Problem to solve
How many lines in the entries below contain the word "roads"? Answer with the number and nothing else.

Available data
● ● ●

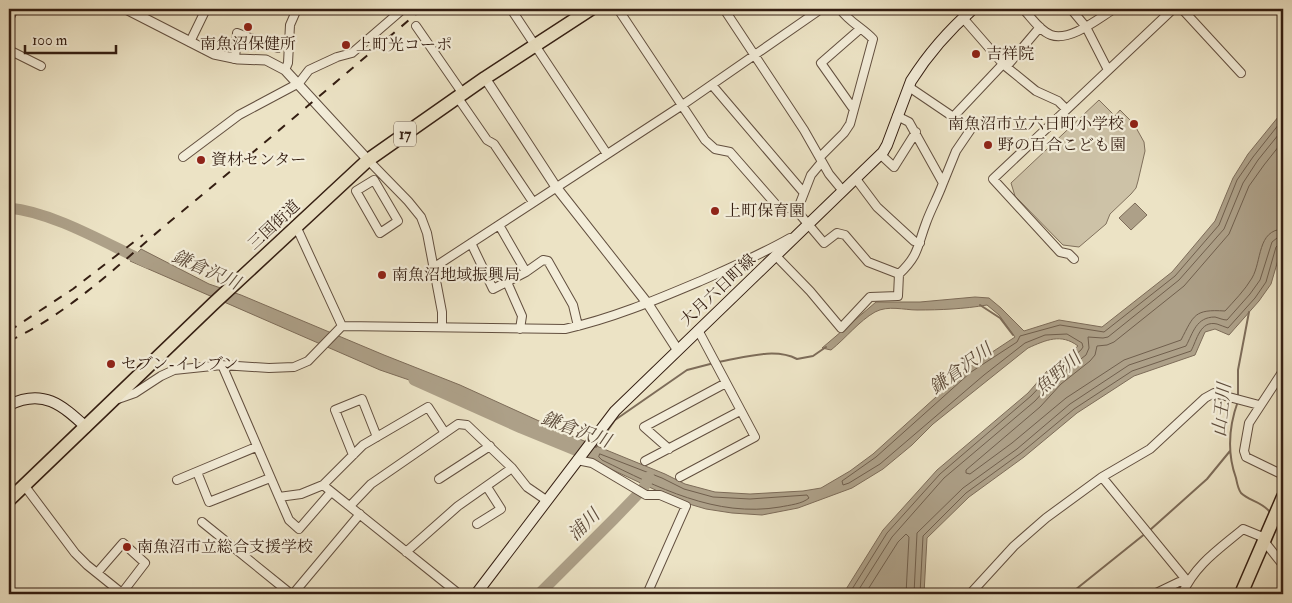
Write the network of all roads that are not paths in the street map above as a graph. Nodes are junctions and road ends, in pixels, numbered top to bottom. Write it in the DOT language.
graph roads {
  1 [pos="14,9"];
  2 [pos="126,9"];
  3 [pos="206,9"];
  4 [pos="297,9"];
  5 [pos="403,9"];
  6 [pos="511,9"];
  7 [pos="591,9"];
  8 [pos="618,9"];
  9 [pos="724,9"];
  10 [pos="821,9"];
  11 [pos="840,9"];
  12 [pos="973,9"];
  13 [pos="1023,9"];
  14 [pos="1071,9"];
  15 [pos="1114,9"];
  16 [pos="1173,9"];
  17 [pos="1182,9"];
  18 [pos="963,18"];
  19 [pos="9,19"];
  20 [pos="416,26"];
  21 [pos="1040,27"];
  22 [pos="1086,27"];
  23 [pos="860,28"];
  24 [pos="190,42"];
  25 [pos="536,46"];
  26 [pos="278,48"];
  27 [pos="9,50"];
  28 [pos="755,54"];
  29 [pos="235,59"];
  30 [pos="41,66"];
  31 [pos="1004,66"];
  32 [pos="285,70"];
  33 [pos="1108,70"];
  34 [pos="1241,73"];
  35 [pos="486,78"];
  36 [pos="298,83"];
  37 [pos="712,85"];
  38 [pos="909,87"];
  39 [pos="460,96"];
  40 [pos="681,106"];
  41 [pos="854,107"];
  42 [pos="1066,110"];
  43 [pos="897,116"];
  44 [pos="953,117"];
  45 [pos="916,132"];
  46 [pos="607,154"];
  47 [pos="880,154"];
  48 [pos="183,157"];
  49 [pos="368,160"];
  50 [pos="821,160"];
  51 [pos="856,179"];
  52 [pos="942,183"];
  53 [pos="556,187"];
  54 [pos="844,191"];
  55 [pos="400,193"];
  56 [pos="804,193"];
  57 [pos="386,202"];
  58 [pos="533,202"];
  59 [pos="797,211"];
  60 [pos="499,224"];
  61 [pos="808,224"];
  62 [pos="296,226"];
  63 [pos="799,233"];
  64 [pos="920,242"];
  65 [pos="471,243"];
  66 [pos="776,256"];
  67 [pos="1074,259"];
  68 [pos="433,268"];
  69 [pos="526,272"];
  70 [pos="899,274"];
  71 [pos="507,282"];
  72 [pos="648,304"];
  73 [pos="342,326"];
  74 [pos="578,326"];
  75 [pos="442,327"];
  76 [pos="520,329"];
  77 [pos="698,330"];
  78 [pos="677,349"];
  79 [pos="222,365"];
  80 [pos="1283,371"];
  81 [pos="726,383"];
  82 [pos="114,400"];
  83 [pos="9,405"];
  84 [pos="1259,406"];
  85 [pos="740,411"];
  86 [pos="86,427"];
  87 [pos="445,433"];
  88 [pos="377,437"];
  89 [pos="490,446"];
  90 [pos="256,447"];
  91 [pos="669,449"];
  92 [pos="353,455"];
  93 [pos="577,460"];
  94 [pos="645,461"];
  95 [pos="512,468"];
  96 [pos="196,472"];
  97 [pos="1283,475"];
  98 [pos="680,477"];
  99 [pos="1102,477"];
  100 [pos="270,478"];
  101 [pos="440,479"];
  102 [pos="178,480"];
  103 [pos="24,485"];
  104 [pos="323,485"];
  105 [pos="486,487"];
  106 [pos="331,492"];
  107 [pos="279,497"];
  108 [pos="1283,497"];
  109 [pos="9,500"];
  110 [pos="546,500"];
  111 [pos="350,506"];
  112 [pos="360,514"];
  113 [pos="202,522"];
  114 [pos="477,524"];
  115 [pos="1265,539"];
  116 [pos="406,552"];
  117 [pos="1283,566"];
  118 [pos="96,572"];
  119 [pos="1188,582"];
  120 [pos="123,594"];
  121 [pos="292,594"];
  122 [pos="459,594"];
  123 [pos="476,594"];
  124 [pos="647,594"];
  125 [pos="970,594"];
  126 [pos="1154,594"];
  127 [pos="1182,594"];
  128 [pos="1241,594"];
  1 -- 19 [label="street"];
  2 -- 24 [label="street"];
  3 -- 24 [label="street"];
  4 -- 32 [label="street"];
  5 -- 36 [label="street"];
  6 -- 25 [label="street"];
  7 -- 25 [label="highway, 三国街道 / 17"];
  8 -- 40 [label="street"];
  9 -- 28 [label="street"];
  10 -- 28 [label="street"];
  11 -- 23 [label="street"];
  12 -- 18 [label="main road, 大月六日町線"];
  13 -- 21 [label="street"];
  14 -- 22 [label="street"];
  15 -- 22 [label="street"];
  16 -- 33 [label="street"];
  17 -- 34 [label="street"];
  18 -- 31 [label="street"];
  18 -- 38 [label="main road, 大月六日町線"];
  20 -- 39 [label="street"];
  21 -- 22 [label="street"];
  21 -- 31 [label="street"];
  22 -- 33 [label="street"];
  23 -- 41 [label="street"];
  23 -- 41 [label="street"];
  24 -- 29 [label="street"];
  25 -- 35 [label="highway, 三国街道 / 17"];
  25 -- 46 [label="street"];
  26 -- 29 [label="street"];
  27 -- 30 [label="street"];
  28 -- 37 [label="street"];
  28 -- 50 [label="street"];
  29 -- 32 [label="street"];
  31 -- 42 [label="street"];
  31 -- 44 [label="street"];
  32 -- 36 [label="street"];
  33 -- 42 [label="street"];
  35 -- 39 [label="highway, 三国街道 / 17"];
  35 -- 53 [label="street"];
  36 -- 48 [label="street"];
  36 -- 49 [label="street"];
  37 -- 40 [label="street"];
  37 -- 56 [label="street"];
  38 -- 43 [label="main road, 大月六日町線"];
  38 -- 44 [label="street"];
  39 -- 49 [label="highway, 三国街道 / 17"];
  39 -- 58 [label="street"];
  40 -- 46 [label="street"];
  40 -- 59 [label="street"];
  41 -- 50 [label="street"];
  42 -- 67 [label="street"];
  43 -- 45 [label="street"];
  43 -- 47 [label="main road, 大月六日町線"];
  44 -- 52 [label="street"];
  45 -- 47 [label="street"];
  45 -- 52 [label="street"];
  46 -- 53 [label="street"];
  47 -- 51 [label="main road, 大月六日町線"];
  49 -- 55 [label="street"];
  49 -- 62 [label="highway, 三国街道 / 17"];
  50 -- 54 [label="street"];
  50 -- 56 [label="street"];
  51 -- 54 [label="main road, 大月六日町線"];
  51 -- 64 [label="street"];
  52 -- 64 [label="street"];
  53 -- 58 [label="street"];
  53 -- 72 [label="street"];
  54 -- 61 [label="main road, 大月六日町線"];
  55 -- 57 [label="street"];
  55 -- 68 [label="street"];
  56 -- 59 [label="street"];
  57 -- 57 [label="street"];
  58 -- 60 [label="street"];
  59 -- 61 [label="street"];
  60 -- 65 [label="street"];
  60 -- 69 [label="street"];
  61 -- 63 [label="main road, 大月六日町線"];
  61 -- 70 [label="street"];
  62 -- 73 [label="street"];
  62 -- 82 [label="highway, 三国街道 / 17"];
  63 -- 66 [label="main road, 大月六日町線"];
  63 -- 72 [label="street"];
  64 -- 70 [label="street"];
  65 -- 68 [label="street"];
  65 -- 71 [label="street"];
  66 -- 70 [label="street"];
  66 -- 77 [label="main road, 大月六日町線"];
  68 -- 75 [label="street"];
  69 -- 71 [label="street"];
  69 -- 74 [label="street"];
  71 -- 76 [label="street"];
  72 -- 74 [label="street"];
  72 -- 78 [label="street"];
  73 -- 75 [label="street"];
  73 -- 79 [label="street"];
  74 -- 76 [label="street"];
  75 -- 76 [label="street"];
  77 -- 78 [label="main road, 大月六日町線"];
  77 -- 81 [label="street"];
  78 -- 93 [label="main road, 大月六日町線"];
  79 -- 82 [label="street"];
  79 -- 90 [label="street"];
  80 -- 84 [label="street"];
  81 -- 85 [label="street"];
  81 -- 91 [label="street"];
  82 -- 86 [label="highway, 三国街道 / 17"];
  83 -- 86 [label="main road"];
  84 -- 97 [label="street"];
  84 -- 99 [label="street"];
  85 -- 91 [label="street"];
  85 -- 98 [label="street"];
  86 -- 103 [label="highway, 三国街道 / 17"];
  87 -- 88 [label="street"];
  87 -- 89 [label="street"];
  87 -- 111 [label="street"];
  88 -- 92 [label="street"];
  88 -- 92 [label="street"];
  89 -- 95 [label="street"];
  89 -- 101 [label="street"];
  90 -- 96 [label="street"];
  90 -- 100 [label="street"];
  91 -- 94 [label="street"];
  92 -- 104 [label="street"];
  93 -- 110 [label="main road, 大月六日町線"];
  93 -- 124 [label="street"];
  95 -- 105 [label="street"];
  95 -- 110 [label="street"];
  96 -- 100 [label="street"];
  96 -- 102 [label="street"];
  99 -- 119 [label="street"];
  99 -- 125 [label="street"];
  100 -- 107 [label="street"];
  103 -- 109 [label="highway, 三国街道 / 17"];
  103 -- 118 [label="street"];
  104 -- 106 [label="street"];
  104 -- 107 [label="street"];
  105 -- 114 [label="street"];
  105 -- 116 [label="street"];
  106 -- 107 [label="street"];
  106 -- 111 [label="street"];
  108 -- 115 [label="highway"];
  110 -- 123 [label="main road, 大月六日町線"];
  111 -- 112 [label="street"];
  112 -- 116 [label="street"];
  112 -- 121 [label="street"];
  113 -- 121 [label="street"];
  115 -- 117 [label="street"];
  115 -- 119 [label="street"];
  115 -- 128 [label="highway"];
  116 -- 122 [label="street"];
  118 -- 120 [label="street"];
  118 -- 120 [label="street"];
  119 -- 126 [label="street"];
  119 -- 127 [label="street"];
}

● ● ●

Problem solution
2